[About this exercise]: When a line of the entries below contains "math", it counts once; state how many such lines there are and nothing else.

[Data supplied]:
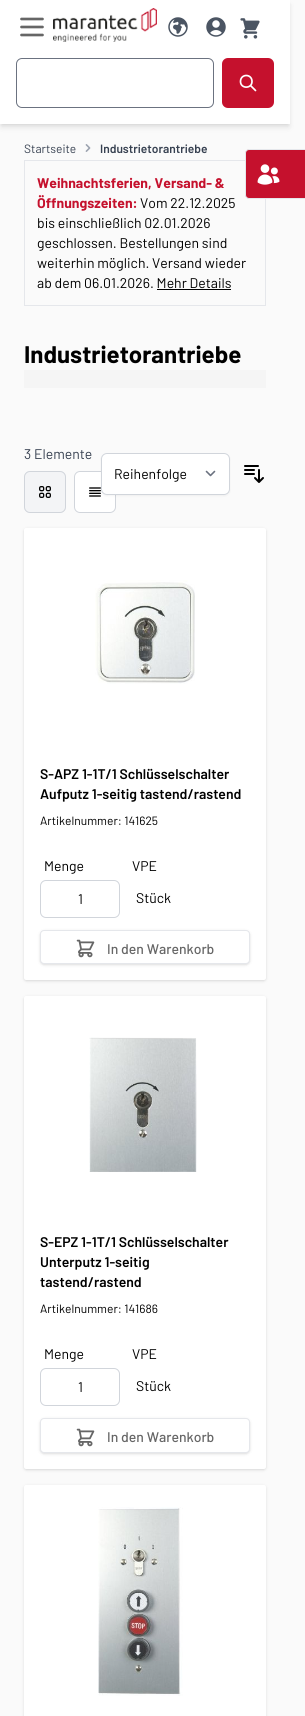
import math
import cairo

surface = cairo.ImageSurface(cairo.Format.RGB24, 305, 1716)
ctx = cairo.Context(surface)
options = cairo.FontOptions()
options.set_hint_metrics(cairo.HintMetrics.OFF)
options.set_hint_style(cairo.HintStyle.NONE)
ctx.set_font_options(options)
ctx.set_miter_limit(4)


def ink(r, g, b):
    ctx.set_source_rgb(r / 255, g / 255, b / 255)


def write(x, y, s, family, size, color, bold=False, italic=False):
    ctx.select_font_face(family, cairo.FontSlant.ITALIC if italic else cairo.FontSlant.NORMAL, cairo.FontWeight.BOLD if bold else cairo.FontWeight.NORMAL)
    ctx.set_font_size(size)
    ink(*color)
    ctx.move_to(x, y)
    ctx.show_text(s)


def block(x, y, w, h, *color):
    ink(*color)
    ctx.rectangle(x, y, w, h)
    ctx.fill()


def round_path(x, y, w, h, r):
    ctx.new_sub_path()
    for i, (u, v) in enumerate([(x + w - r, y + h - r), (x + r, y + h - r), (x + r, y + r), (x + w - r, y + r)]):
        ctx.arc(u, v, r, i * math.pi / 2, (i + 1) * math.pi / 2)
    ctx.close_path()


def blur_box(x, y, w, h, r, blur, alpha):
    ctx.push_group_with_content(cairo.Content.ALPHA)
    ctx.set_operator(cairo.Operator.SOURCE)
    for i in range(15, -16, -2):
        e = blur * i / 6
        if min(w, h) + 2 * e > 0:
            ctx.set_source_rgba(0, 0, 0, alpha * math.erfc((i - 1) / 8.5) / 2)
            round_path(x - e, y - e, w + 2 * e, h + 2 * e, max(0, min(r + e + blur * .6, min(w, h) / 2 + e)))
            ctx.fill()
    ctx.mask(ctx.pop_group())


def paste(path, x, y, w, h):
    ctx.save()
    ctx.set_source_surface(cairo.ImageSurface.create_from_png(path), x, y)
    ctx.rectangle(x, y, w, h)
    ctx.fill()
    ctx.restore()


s1 = dict(family="Barlow", size=12, color=(55, 65, 81))
s2 = dict(family="Barlow SemiBold", size=12, color=(55, 65, 81))
s3 = dict(family="Barlow", size=14, color=(197, 17, 45), bold=True)
s4 = dict(family="Barlow", size=14, color=(0, 0, 0))
s5 = dict(family="Barlow", size=24, color=(0, 0, 0), bold=True)
s6 = dict(family="Barlow", size=14, color=(55, 65, 81))
s7 = dict(family="Barlow SemiBold", size=14, color=(0, 0, 0))
s8 = dict(family="Barlow", size=12, color=(0, 0, 0))
s9 = dict(family="Barlow Medium", size=14, color=(102, 102, 102))

ink(250, 250, 250)
ctx.paint()
ink(0, 0, 0)
blur_box(2, 4, 286, 120, 0, 2, 0.1)
blur_box(1, 5, 288, 122, 0, 3, 0.1)
block(0, 0, 290, 124, 255, 255, 255)
ctx.new_path()
ctx.move_to(21.5, 19)
ctx.line_to(42.5, 19)
ctx.move_to(21.5, 27)
ctx.line_to(42.5, 27)
ctx.move_to(21.5, 35)
ctx.line_to(42.5, 35)
ink(102, 102, 102)
ctx.set_line_width(2.7)
ctx.set_line_cap(cairo.LineCap.ROUND)
ctx.set_line_join(cairo.LineJoin.ROUND)
ctx.stroke()
paste("pic1.png", 53, 8, 104, 34)
paste("pic2.png", 168, 17, 20, 20)
paste("pic3.png", 206, 17, 20, 20)
paste("pic4.png", 240, 18, 20, 21)
round_path(16.5, 58.5, 197, 49, 5.5)
ink(107, 114, 128)
ctx.set_line_width(1)
ctx.set_line_cap(cairo.LineCap.BUTT)
ctx.set_line_join(cairo.LineJoin.MITER)
ctx.stroke()
ink(197, 17, 45)
round_path(222, 58, 52, 50, 6)
ctx.fill()
ctx.new_path()
ctx.move_to(255.5, 90.5)
ctx.line_to(250.5, 85.5)
ctx.move_to(252, 81.5)
ctx.curve_to(252, 89, 240.5, 89, 240.5, 81.5)
ctx.curve_to(240.5, 73.5, 252, 73.5, 252, 81.5)
ctx.close_path()
ink(255, 255, 255)
ctx.set_line_width(1.7)
ctx.set_line_cap(cairo.LineCap.ROUND)
ctx.set_line_join(cairo.LineJoin.ROUND)
ctx.stroke()
write(24, 153, "Startseite", **s1)
paste("pic5.png", 85, 144, 6, 8)
write(100, 153, "Industrietorantriebe", **s2)
ctx.rectangle(24.5, 160.5, 241, 145)
ink(229, 231, 235)
ctx.set_line_width(1)
ctx.set_line_cap(cairo.LineCap.BUTT)
ctx.set_line_join(cairo.LineJoin.MITER)
ctx.stroke()
ink(197, 17, 45)
round_path(245.5, 149.5, 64, 49, 3.5)
ctx.fill_preserve()
ink(229, 231, 235)
ctx.stroke()
paste("pic6.png", 257, 164, 23, 21)
write(37, 188, "Weihnachtsferien, Versand- &", **s3)
write(37, 208, "Öffnungszeiten:", **s3)
write(140, 208, "Vom 22.12.2025", **s4)
write(37, 228, "bis einschließlich 02.01.2026", **s4)
write(37, 248, "geschlossen. Bestellungen sind", **s4)
write(37, 268, "weiterhin möglich. Versand wieder", **s4)
write(37, 288, "ab dem 06.01.2026. Mehr Details", **s4)
block(157, 289, 74, 1, 0, 0, 0)
write(24, 363, "Industrietorantriebe", **s5)
block(24, 370, 242, 18, 245, 245, 245)
write(24, 459, "3 Elemente", **s6)
ink(243, 244, 246)
round_path(24, 471, 42, 42, 6)
ctx.fill()
paste("pic7.png", 39, 486, 12, 12)
round_path(24.5, 471.5, 41, 41, 5.5)
ink(209, 213, 219)
ctx.stroke()
ink(255, 255, 255)
round_path(74, 471, 42, 42, 6)
ctx.fill()
paste("pic8.png", 89, 487, 12, 10)
round_path(74.5, 471.5, 41, 41, 5.5)
ink(209, 213, 219)
ctx.stroke()
ink(0, 0, 0)
blur_box(101, 454, 129, 42, 6, 1, 0.05)
ink(255, 255, 255)
round_path(101, 453, 129, 42, 6)
ctx.fill()
ctx.new_path()
ctx.move_to(206.5, 471.5)
ctx.line_to(210.5, 475.5)
ctx.line_to(214.5, 471.5)
ink(107, 114, 128)
ctx.set_line_width(1.6)
ctx.set_line_cap(cairo.LineCap.ROUND)
ctx.set_line_join(cairo.LineJoin.ROUND)
ctx.stroke()
round_path(101.5, 453.5, 128, 41, 5.5)
ink(209, 213, 219)
ctx.set_line_width(1)
ctx.set_line_cap(cairo.LineCap.BUTT)
ctx.set_line_join(cairo.LineJoin.MITER)
ctx.stroke()
write(114, 479, "Reihenfolge", **s4)
paste("pic9.png", 244, 465, 20, 18)
ink(0, 0, 0)
blur_box(25, 530, 240, 450, 1, 1, 0.1)
blur_box(24, 529, 242, 452, 2, 1.5, 0.1)
ink(255, 255, 255)
round_path(24, 528, 242, 452, 2)
ctx.fill()
paste("pic10.png", 95, 580, 100, 104)
write(40, 779, "S-APZ 1-1T/1 Schlüsselschalter", **s7)
write(40, 799, "Aufputz 1-seitig tastend/rastend", **s7)
write(40, 825, "Artikelnummer: 141625", **s8)
write(44, 871, "Menge", **s4)
round_path(40.5, 880.5, 79, 37, 5.5)
ink(209, 213, 219)
ctx.stroke()
write(78, 904, "1", **s4)
write(132, 871, "VPE", **s4)
write(136, 903, "Stück", **s4)
ink(0, 0, 0)
blur_box(41, 932, 208, 32, 3, 1, 0.1)
blur_box(40, 931, 210, 34, 4, 1.5, 0.1)
ink(255, 255, 255)
round_path(40.5, 930.5, 209, 33, 3.5)
ctx.fill_preserve()
ink(229, 231, 235)
ctx.stroke()
paste("pic11.png", 76, 939, 19, 19)
write(107, 954, "In den Warenkorb", **s9)
ink(0, 0, 0)
blur_box(25, 998, 240, 471, 1, 1, 0.1)
blur_box(24, 997, 242, 473, 2, 1.5, 0.1)
ink(255, 255, 255)
round_path(24, 996, 242, 473, 2)
ctx.fill()
paste("pic12.png", 89, 1037, 108, 135)
write(40, 1247, "S-EPZ 1-1T/1 Schlüsselschalter", **s7)
write(40, 1267, "Unterputz 1-seitig", **s7)
write(40, 1287, "tastend/rastend", **s7)
write(40, 1313, "Artikelnummer: 141686", **s8)
write(44, 1359, "Menge", **s4)
round_path(40.5, 1368.5, 79, 37, 5.5)
ink(209, 213, 219)
ctx.stroke()
write(78, 1392, "1", **s4)
write(132, 1359, "VPE", **s4)
write(136, 1391, "Stück", **s4)
ink(0, 0, 0)
blur_box(41, 1420, 208, 33, 3, 1, 0.1)
blur_box(40, 1419, 210, 35, 4, 1.5, 0.1)
ink(255, 255, 255)
round_path(40.5, 1418.5, 209, 34, 3.5)
ctx.fill_preserve()
ink(229, 231, 235)
ctx.stroke()
paste("pic11.png", 76, 1428, 19, 19)
write(107, 1442, "In den Warenkorb", **s9)
ink(0, 0, 0)
blur_box(24, 1486, 242, 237, 2, 1.5, 0.1)
ink(255, 255, 255)
round_path(24, 1485, 242, 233, 2)
ctx.fill()
paste("pic13.png", 98, 1507, 85, 189)
surface.write_to_png("screenshot.png")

[Response to the task]: 3